Я нажимаю на рычаг, и наступает тишина. Вскидываю голову: силуэт в зеркале немедленно отступает и сливается с темным провалом двери. Я таращу глаза на зеркало. Оглядываюсь — немножко резче, чем хотелось бы.

Пустяки. Показалось.

Я присаживаюсь на бортик ванны. Абсолютно голый. Мелкая дрожь охватывает меня.

Нужно доползти до кухни, думаю я. Там нормальный холодильник в человеческий рост, электрическая плита и мойка. И зеленые циферки на микроволновке. Простые, дружелюбные вещи. От них не ждешь никаких неприятных отражений.

Нечто движется в темноте. Скользит между черных громадин в гостиной. Словно оторвавшаяся от меня тень бродит там. Потом опускается в кресло и ждет меня.

Поднявшись на ноги, я иду как лунатик прочь из светящейся капсулы в темноту. Есть шанс на автопилоте вернуться в спальню, лечь и накрыться с головой одеялом. И понять наконец, что все это сон.

Если только гости в сновидениях сопят и шмыгают носом.

— Эй, — окликаю я. — Кто здесь?

Вместо ответа там, в кресле, кто-то чиркает спичкой. Пляшущий огонек освещает лицо.

— Здравствуй, Артем, — говорит майор Алексей Петрович. — Значит, на новоселье не пригласил? А мы сами пришли.

Он преспокойно курит сигаретку. Привыкнув к темноте, я вижу, что он улыбается.

Я протягиваю руку к выключателю. Гость мотает головой отрицательно.

— Вы же умерли, — напоминаю я.

— А ты труп видел? — возражает он. — Вот не занимался ты оперативной работой. А то бы знал: нет трупа, нет и состава преступления… ха-ха.

— Не смешно.

— Да уж, — соглашается майор, помолчав. — Смешно не было.

Он опять чиркает спичкой. Кидает ее в камин, и угли волшебным образом разгораются. Веселые огоньки притягивают взгляд. «Рекламный сэмпл адского пламени», — прочитал я в одной книжке.

— Ладно, проехали, — говорит Алексей Петрович.

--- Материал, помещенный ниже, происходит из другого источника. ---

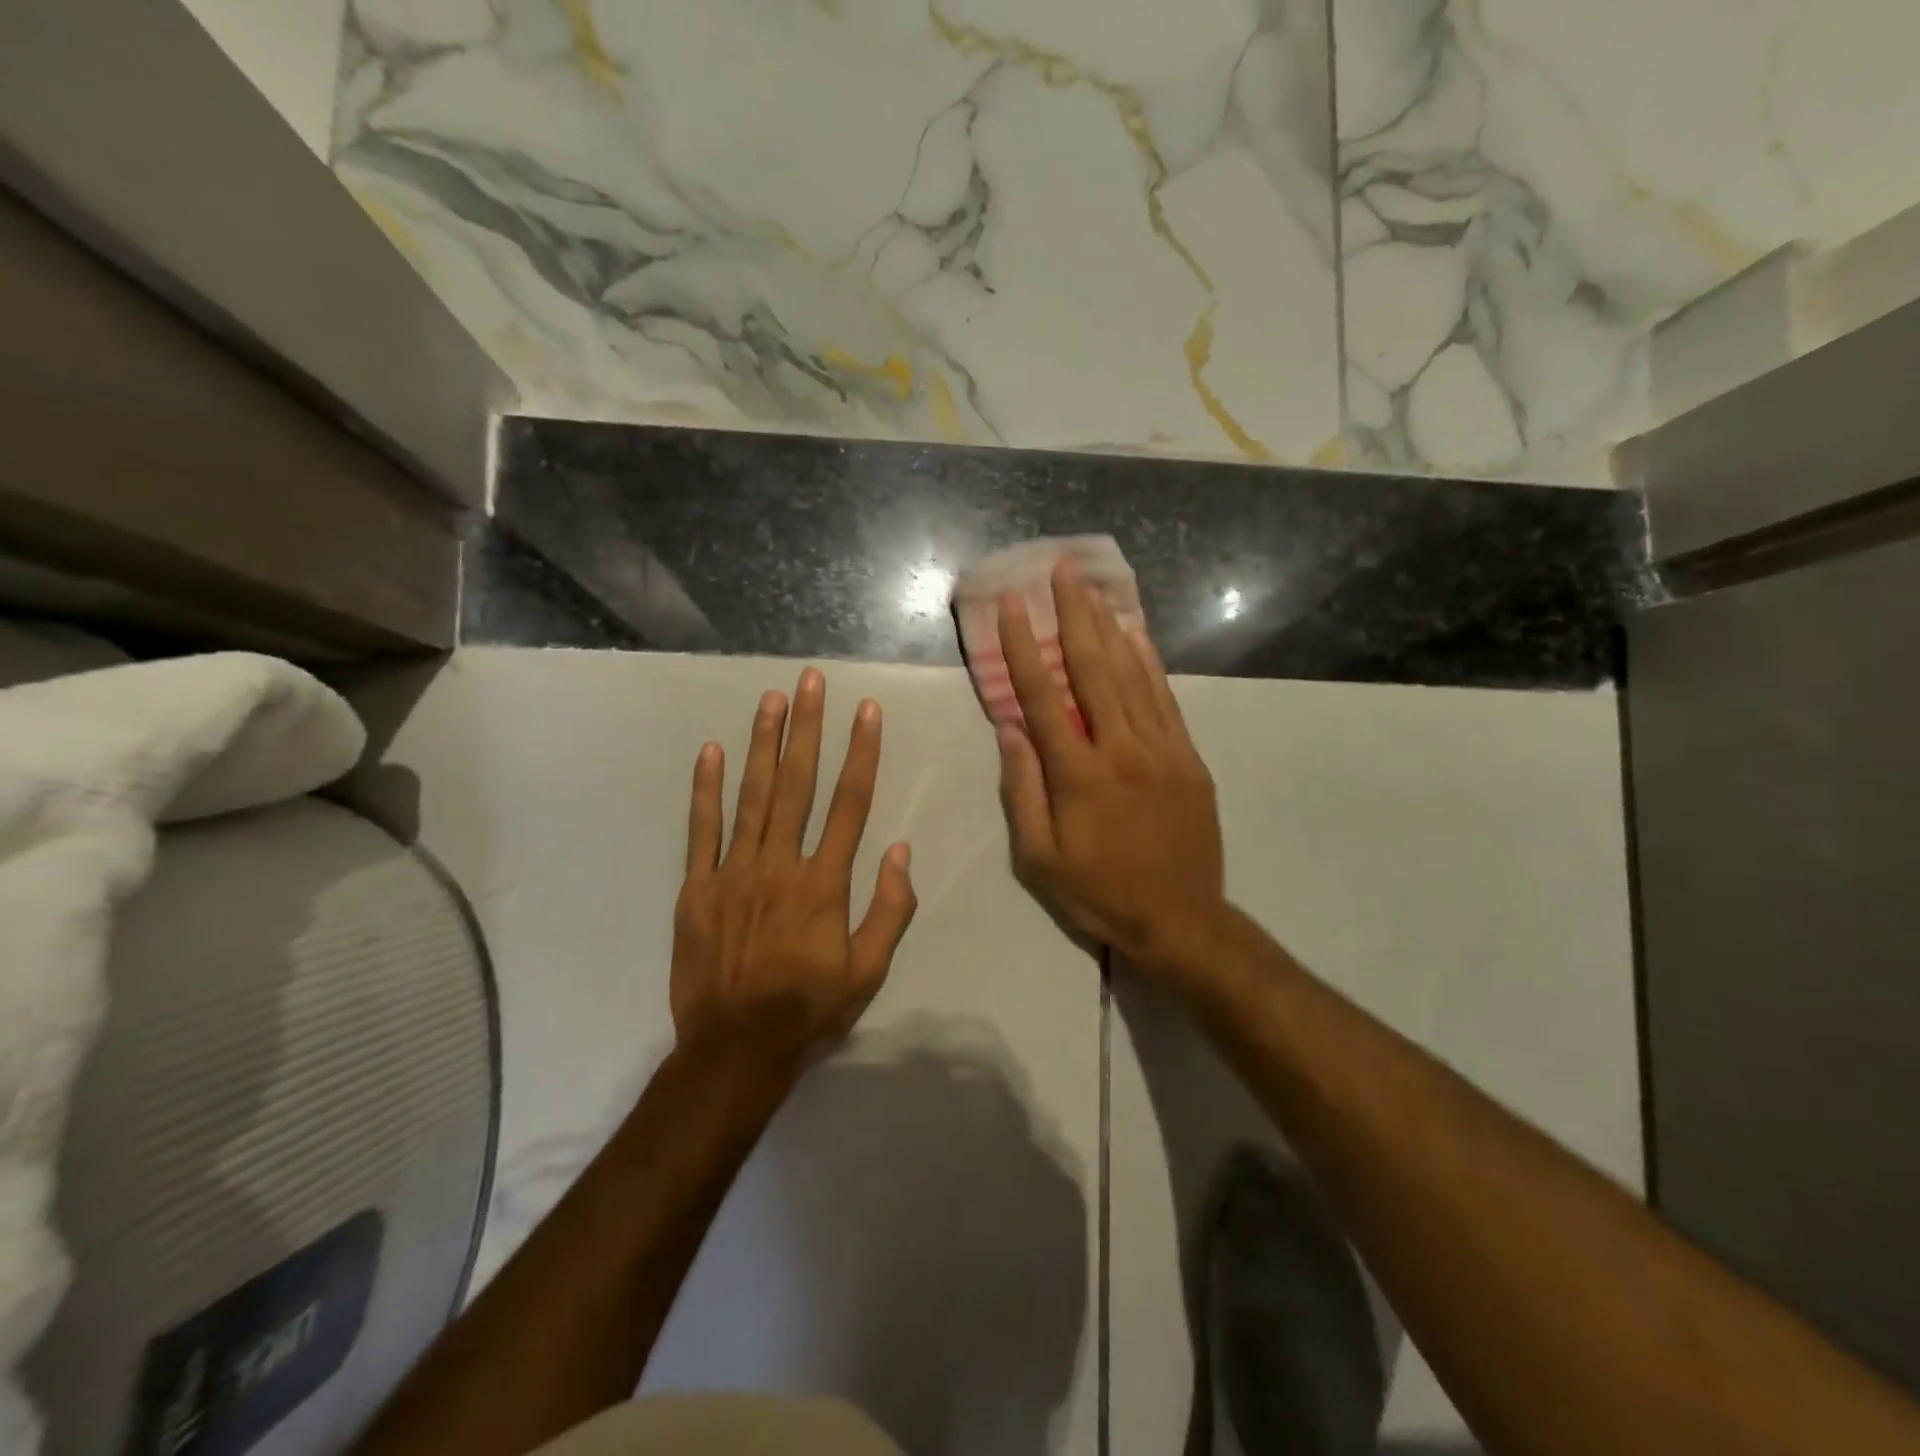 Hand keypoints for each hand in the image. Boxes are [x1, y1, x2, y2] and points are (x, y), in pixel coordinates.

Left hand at [672, 667, 916, 1071]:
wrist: (734, 1050)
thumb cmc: (809, 1010)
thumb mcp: (868, 972)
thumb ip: (890, 910)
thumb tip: (899, 850)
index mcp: (824, 883)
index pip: (849, 803)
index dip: (860, 753)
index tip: (866, 712)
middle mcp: (780, 864)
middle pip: (797, 784)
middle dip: (807, 728)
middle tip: (810, 680)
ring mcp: (733, 872)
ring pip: (750, 795)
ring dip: (762, 743)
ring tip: (771, 699)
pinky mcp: (697, 887)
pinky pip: (701, 829)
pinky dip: (705, 789)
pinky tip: (711, 751)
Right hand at [996, 559, 1228, 984]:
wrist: (1182, 921)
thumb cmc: (1099, 893)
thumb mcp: (1039, 860)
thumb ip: (1023, 791)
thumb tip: (1010, 728)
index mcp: (1079, 776)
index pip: (1044, 697)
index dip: (1024, 647)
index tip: (1013, 605)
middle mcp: (1121, 750)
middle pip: (1093, 669)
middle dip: (1074, 614)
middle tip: (1062, 569)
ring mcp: (1162, 749)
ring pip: (1131, 674)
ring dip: (1109, 626)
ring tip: (1093, 586)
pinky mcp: (1188, 757)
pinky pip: (1165, 698)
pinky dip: (1148, 661)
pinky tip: (1135, 633) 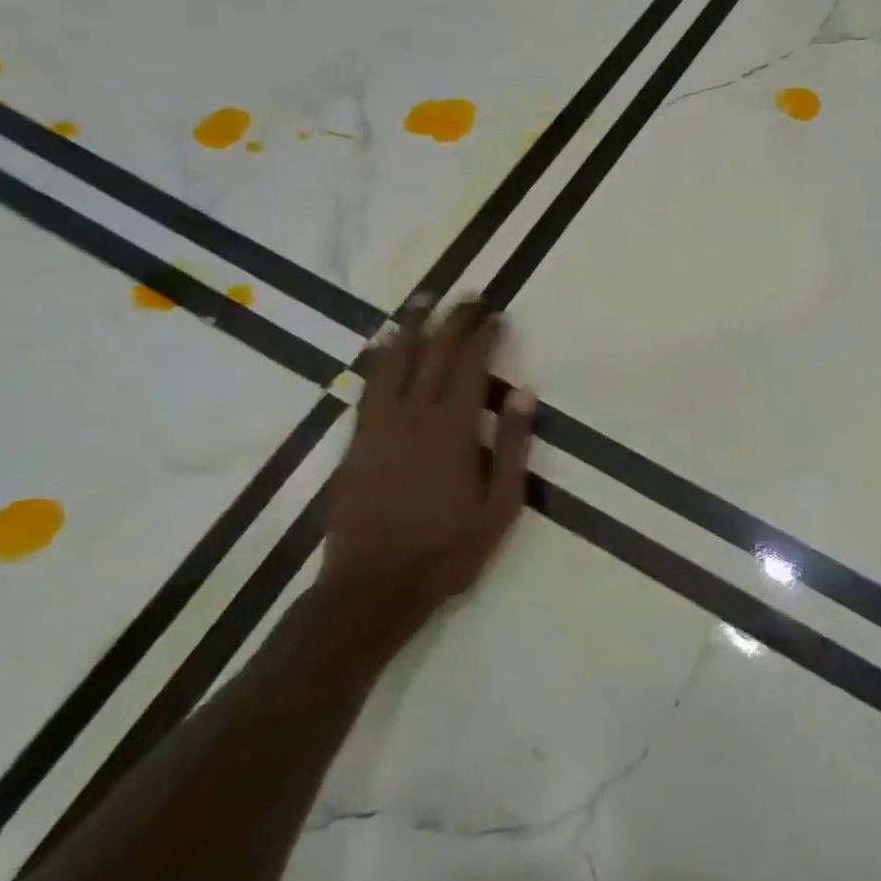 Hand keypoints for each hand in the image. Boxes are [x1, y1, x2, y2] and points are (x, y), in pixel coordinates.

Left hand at [319, 299, 532, 655]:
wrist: (372, 587)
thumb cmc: (447, 550)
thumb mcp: (499, 506)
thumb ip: (512, 447)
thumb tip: (523, 393)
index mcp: (452, 429)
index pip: (469, 365)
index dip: (484, 334)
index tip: (496, 312)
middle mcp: (413, 415)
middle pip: (433, 353)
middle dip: (453, 319)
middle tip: (467, 293)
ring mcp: (379, 426)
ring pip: (394, 361)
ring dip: (411, 326)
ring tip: (423, 298)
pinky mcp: (358, 441)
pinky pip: (368, 385)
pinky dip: (378, 357)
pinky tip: (382, 343) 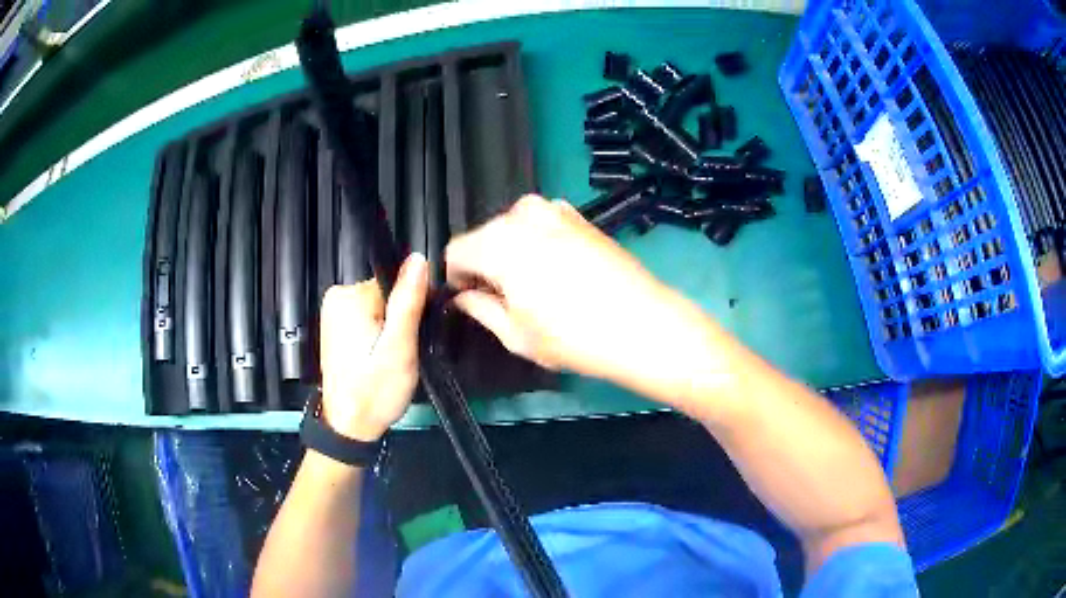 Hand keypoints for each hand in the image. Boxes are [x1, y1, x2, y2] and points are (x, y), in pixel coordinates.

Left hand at [319, 254, 428, 441]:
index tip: (411, 339)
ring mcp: (333, 313)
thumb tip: (417, 259)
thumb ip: (407, 302)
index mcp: (349, 297)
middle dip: (398, 322)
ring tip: (387, 360)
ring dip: (389, 331)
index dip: (409, 311)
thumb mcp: (399, 348)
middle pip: (386, 296)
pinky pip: (368, 319)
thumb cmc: (375, 391)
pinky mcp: (335, 327)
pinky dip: (377, 336)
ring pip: (379, 308)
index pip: (394, 285)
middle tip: (399, 354)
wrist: (350, 427)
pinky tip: (377, 359)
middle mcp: (336, 297)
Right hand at [445, 195, 706, 398]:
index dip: (455, 277)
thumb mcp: (516, 334)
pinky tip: (557, 273)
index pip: (456, 250)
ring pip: (514, 228)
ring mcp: (556, 210)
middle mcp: (524, 215)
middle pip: (485, 235)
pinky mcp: (580, 217)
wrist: (642, 324)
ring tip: (532, 287)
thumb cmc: (574, 336)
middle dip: (484, 263)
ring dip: (511, 252)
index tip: (467, 298)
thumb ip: (478, 309)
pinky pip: (542, 225)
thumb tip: (463, 298)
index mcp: (499, 242)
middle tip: (501, 298)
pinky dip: (538, 243) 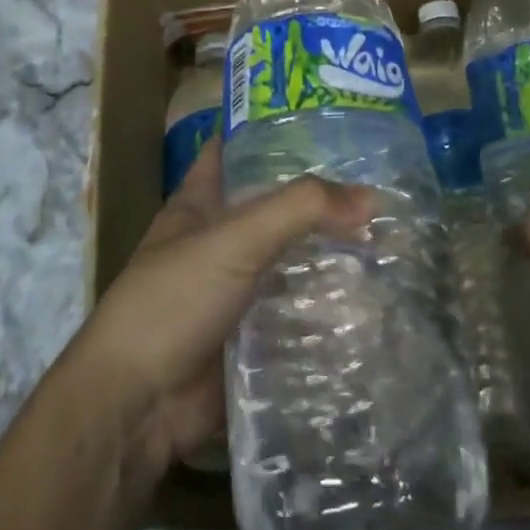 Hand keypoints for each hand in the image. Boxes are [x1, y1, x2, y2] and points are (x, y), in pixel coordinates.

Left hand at [70, 139, 371, 472]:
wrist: (138, 405)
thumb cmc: (173, 302)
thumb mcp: (234, 239)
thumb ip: (299, 210)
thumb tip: (371, 196)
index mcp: (198, 206)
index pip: (231, 152)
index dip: (268, 133)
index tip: (324, 123)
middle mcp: (216, 244)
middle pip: (272, 210)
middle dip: (317, 203)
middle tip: (380, 189)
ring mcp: (233, 293)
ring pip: (289, 264)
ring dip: (329, 259)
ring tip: (392, 243)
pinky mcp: (250, 339)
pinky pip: (296, 316)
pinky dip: (327, 310)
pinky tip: (373, 303)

Становится светлее, и я вижу в его руках флакончик с жидкостью для розжига. Нет, все это мне не снится, а если и снится, то с пробуждением явно возникнут проблемы. Ума не приложу, за какое место надо себя ущипнуть, чтобы проснуться.

— Присаживайся, — приглашает майор. — Что стоишь как в гостях.

Я опускаюсь на кресло напротив. Это умное итальянское кресло, с пультом управления и моторчиками внутри. Оно запоминает особенности фигуры пациента. Кажется, оно до сих пор настроено на жирный торс Жорика.

Холодная кожа липнет к голому телу.

Майор хлопает себя по коленкам.

— Я ведь к тебе не просто так, — говорит он. — Я ведь и здесь… лицо официальное. Так вот. Мы с товарищами внимательно прочитали твое дело. У нас, видишь ли, теперь времени достаточно, можем любой глухарь поднять…

— Какой еще глухарь?

— Так называются непонятные случаи. Типа твоего.

— Непонятные?

Мне даже обидно немного. Майор же затягивается и неспешно выпускает дым:

— Ну вот, например, ты дрянных таблеток наелся. А значит — прямиком к нам. Теперь смотрим: куда тебя записать? Ты у нас по жизни потерпевший или основной виновник? Непонятно.

— Так это Страшный Суд, — догадываюсь я.

— Почему же сразу суд. Пока только предварительное следствие.

— Вообще-то я ничего не нарушал.

— Да ладно. Взять хотя бы эти таблетки. Зачем ты их ел?

Значит, это таблетки. Как легко все объясняется. Меня просто глючит. Только немного странно, что моя галлюцинация выступает с саморазоблачением.

— Я просто хотел телевизор посмотреть, — говорю я.

— Вот дурак-то, — сердится Алексей Петрович. — Вряд ли тебе эта программа понравится.

— А может, понравится, — возражает еще один голос из темноты — хрипловатый, надтреснутый. — Тут ведь каждому своё. Мне вот дерьмо попалось. Во все дни как буря в пустыне: жар, тоска и скрежет зубовный. Да еще и противопехотные мины на каждом шагу.

— И вы здесь, — удивляюсь я.

Танкист Петров — помолодевший лет на десяток, но все равно обросший седой щетиной и неопрятный — тянет руку и вытаскивает у майора из пачки сигарету.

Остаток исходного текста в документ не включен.